• _What the exercise asks_
Which lines of the listing below contain the word "road"? Copy each of them.

• _Extracted data_

-- Opening Marker --

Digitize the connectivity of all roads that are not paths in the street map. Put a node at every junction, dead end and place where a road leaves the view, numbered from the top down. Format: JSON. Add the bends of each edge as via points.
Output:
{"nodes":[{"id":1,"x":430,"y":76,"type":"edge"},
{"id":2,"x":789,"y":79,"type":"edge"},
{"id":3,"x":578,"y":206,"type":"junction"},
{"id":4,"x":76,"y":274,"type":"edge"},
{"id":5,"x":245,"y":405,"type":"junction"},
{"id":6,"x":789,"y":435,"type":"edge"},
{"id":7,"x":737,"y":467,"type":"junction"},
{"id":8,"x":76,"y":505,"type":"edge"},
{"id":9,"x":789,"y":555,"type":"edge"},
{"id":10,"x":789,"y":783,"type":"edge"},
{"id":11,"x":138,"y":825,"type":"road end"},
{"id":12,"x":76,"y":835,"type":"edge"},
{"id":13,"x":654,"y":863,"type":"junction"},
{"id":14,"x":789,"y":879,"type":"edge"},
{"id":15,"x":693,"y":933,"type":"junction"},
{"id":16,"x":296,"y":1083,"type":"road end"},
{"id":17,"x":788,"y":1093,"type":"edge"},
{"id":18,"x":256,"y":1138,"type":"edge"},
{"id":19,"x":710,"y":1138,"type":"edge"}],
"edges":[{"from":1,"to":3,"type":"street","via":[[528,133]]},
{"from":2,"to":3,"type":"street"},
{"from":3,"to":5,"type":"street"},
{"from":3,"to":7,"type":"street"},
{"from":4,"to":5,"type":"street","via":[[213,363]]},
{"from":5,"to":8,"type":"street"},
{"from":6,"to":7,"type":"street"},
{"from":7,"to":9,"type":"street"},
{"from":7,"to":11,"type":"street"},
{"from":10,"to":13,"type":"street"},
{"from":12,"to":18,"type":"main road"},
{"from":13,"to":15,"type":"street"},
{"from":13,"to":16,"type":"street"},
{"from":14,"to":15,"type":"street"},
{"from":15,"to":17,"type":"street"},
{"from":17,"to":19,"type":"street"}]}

-- Closing Marker --

• _Task answer_
Digitize the connectivity of all roads that are not paths in the street map. Put a node at every junction, dead end and place where a road leaves the view, numbered from the top down. Format: JSON. Add the bends of each edge as via points.
{"id":11,"x":138,"y":825,"type":"road end"},
{"id":16,"x":296,"y":1083,"type":"road end"},
{"from":12,"to":18,"type":"main road"},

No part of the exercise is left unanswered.